Your answer should be every line of the records that contains the word "Hidalgo".

- SOURCE DATA:
•••••

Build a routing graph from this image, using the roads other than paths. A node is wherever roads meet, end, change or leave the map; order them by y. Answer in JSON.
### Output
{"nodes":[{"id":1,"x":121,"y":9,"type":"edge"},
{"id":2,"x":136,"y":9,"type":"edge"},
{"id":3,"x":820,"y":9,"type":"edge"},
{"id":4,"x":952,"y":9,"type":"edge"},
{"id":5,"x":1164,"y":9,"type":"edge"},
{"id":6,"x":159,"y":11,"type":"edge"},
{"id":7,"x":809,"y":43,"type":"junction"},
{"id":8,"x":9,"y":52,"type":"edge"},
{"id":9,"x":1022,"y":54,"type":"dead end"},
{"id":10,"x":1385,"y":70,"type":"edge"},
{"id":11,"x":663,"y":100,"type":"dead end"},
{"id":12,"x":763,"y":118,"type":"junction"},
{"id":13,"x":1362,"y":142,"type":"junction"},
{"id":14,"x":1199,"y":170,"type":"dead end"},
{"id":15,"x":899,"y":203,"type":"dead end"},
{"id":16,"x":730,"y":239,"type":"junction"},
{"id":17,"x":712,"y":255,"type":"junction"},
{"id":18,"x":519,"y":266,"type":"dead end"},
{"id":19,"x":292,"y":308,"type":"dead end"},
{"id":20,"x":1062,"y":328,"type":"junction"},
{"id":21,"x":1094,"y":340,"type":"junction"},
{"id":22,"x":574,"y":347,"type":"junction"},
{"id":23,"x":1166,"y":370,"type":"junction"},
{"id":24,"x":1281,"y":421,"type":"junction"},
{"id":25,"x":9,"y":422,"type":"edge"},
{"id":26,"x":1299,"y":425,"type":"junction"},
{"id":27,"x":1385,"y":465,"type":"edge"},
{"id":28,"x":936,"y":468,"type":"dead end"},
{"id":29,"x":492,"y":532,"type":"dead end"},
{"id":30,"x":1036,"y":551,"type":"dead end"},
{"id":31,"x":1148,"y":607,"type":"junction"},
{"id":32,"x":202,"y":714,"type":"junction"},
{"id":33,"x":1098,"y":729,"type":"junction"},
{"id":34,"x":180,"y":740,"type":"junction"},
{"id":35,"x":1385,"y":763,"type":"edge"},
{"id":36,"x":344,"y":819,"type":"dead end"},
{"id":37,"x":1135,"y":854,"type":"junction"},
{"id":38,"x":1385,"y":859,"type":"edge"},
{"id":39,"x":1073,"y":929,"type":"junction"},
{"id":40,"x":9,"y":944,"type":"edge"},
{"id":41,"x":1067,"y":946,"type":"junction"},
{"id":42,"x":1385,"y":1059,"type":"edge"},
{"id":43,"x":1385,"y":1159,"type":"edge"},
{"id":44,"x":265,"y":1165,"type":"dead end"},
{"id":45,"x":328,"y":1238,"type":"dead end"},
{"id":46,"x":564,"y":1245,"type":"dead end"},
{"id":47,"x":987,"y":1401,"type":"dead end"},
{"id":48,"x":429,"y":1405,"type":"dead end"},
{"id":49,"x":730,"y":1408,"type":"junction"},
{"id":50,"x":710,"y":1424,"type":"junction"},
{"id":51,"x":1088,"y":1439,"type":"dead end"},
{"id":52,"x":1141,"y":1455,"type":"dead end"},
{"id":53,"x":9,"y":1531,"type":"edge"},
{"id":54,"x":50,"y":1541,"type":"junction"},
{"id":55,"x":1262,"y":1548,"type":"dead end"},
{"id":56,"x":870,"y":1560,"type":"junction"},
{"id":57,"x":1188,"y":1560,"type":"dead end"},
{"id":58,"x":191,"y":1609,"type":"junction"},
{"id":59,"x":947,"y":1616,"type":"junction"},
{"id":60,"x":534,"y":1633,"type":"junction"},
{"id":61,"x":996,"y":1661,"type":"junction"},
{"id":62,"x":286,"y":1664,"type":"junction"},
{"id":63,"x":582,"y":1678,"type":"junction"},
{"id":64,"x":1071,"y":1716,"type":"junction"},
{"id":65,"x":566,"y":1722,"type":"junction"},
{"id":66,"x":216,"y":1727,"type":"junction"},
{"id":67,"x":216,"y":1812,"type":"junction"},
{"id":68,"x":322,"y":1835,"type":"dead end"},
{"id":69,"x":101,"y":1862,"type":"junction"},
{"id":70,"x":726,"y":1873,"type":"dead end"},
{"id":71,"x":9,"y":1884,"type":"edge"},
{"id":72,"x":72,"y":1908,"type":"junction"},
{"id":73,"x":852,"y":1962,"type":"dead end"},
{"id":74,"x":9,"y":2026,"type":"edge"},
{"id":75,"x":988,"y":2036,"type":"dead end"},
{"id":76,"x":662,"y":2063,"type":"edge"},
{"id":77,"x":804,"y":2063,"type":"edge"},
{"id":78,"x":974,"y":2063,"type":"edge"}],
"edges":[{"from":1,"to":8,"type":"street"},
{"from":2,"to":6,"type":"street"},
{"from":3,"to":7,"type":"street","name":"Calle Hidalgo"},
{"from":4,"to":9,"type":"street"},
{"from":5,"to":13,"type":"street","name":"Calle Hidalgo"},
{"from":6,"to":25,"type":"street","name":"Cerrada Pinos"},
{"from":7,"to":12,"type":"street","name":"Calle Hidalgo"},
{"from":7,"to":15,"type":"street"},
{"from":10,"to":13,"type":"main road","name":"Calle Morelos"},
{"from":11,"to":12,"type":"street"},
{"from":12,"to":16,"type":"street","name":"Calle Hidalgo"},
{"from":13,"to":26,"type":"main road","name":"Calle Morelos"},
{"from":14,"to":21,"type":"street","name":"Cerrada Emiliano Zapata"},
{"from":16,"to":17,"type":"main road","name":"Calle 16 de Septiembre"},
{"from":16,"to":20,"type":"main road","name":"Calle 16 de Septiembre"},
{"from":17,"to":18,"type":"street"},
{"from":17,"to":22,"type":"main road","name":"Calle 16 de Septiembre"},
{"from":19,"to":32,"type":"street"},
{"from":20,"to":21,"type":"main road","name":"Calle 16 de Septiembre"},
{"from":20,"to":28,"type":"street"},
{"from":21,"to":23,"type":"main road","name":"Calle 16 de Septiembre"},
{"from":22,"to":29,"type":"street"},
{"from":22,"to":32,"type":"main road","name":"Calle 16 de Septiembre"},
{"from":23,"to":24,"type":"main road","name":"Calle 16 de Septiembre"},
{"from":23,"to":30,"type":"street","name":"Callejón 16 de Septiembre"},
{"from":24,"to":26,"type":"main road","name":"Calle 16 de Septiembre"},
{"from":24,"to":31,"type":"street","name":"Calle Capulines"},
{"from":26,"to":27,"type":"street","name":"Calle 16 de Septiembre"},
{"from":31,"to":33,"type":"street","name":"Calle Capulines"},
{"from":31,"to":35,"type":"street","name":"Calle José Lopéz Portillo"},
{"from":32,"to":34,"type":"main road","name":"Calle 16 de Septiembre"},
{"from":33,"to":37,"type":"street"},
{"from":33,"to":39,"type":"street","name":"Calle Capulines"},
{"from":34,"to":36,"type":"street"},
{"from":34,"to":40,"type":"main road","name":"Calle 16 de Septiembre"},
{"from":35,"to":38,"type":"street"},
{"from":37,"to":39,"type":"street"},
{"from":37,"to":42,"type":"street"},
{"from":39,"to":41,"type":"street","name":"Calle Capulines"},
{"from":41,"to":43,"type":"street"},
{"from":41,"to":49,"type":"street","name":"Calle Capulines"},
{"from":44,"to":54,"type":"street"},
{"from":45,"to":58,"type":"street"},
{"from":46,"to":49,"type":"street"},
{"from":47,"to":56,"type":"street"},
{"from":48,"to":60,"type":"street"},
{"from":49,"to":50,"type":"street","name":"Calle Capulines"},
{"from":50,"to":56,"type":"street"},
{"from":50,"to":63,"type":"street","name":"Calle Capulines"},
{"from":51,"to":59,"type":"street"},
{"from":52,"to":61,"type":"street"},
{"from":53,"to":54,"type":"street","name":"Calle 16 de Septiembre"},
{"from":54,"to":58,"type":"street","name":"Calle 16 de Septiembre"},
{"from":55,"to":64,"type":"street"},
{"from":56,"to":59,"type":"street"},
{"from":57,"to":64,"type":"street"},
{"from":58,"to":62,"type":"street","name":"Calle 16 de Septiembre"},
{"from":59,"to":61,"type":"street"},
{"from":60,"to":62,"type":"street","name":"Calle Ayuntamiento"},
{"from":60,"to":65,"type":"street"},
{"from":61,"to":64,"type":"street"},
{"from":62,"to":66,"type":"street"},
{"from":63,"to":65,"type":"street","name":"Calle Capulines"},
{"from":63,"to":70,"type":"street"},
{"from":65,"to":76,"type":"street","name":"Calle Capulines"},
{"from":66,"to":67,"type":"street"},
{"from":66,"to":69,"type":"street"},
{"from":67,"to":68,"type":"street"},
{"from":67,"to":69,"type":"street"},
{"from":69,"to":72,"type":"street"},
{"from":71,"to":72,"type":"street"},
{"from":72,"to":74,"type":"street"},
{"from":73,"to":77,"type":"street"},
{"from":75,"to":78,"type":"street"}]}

•••••

- WORKED SOLUTION:
{"from":3,"to":7,"type":"street","name":"Calle Hidalgo"},
{"from":5,"to":13,"type":"street","name":"Calle Hidalgo"},
{"from":7,"to":12,"type":"street","name":"Calle Hidalgo"},
{"from":12,"to":16,"type":"street","name":"Calle Hidalgo"},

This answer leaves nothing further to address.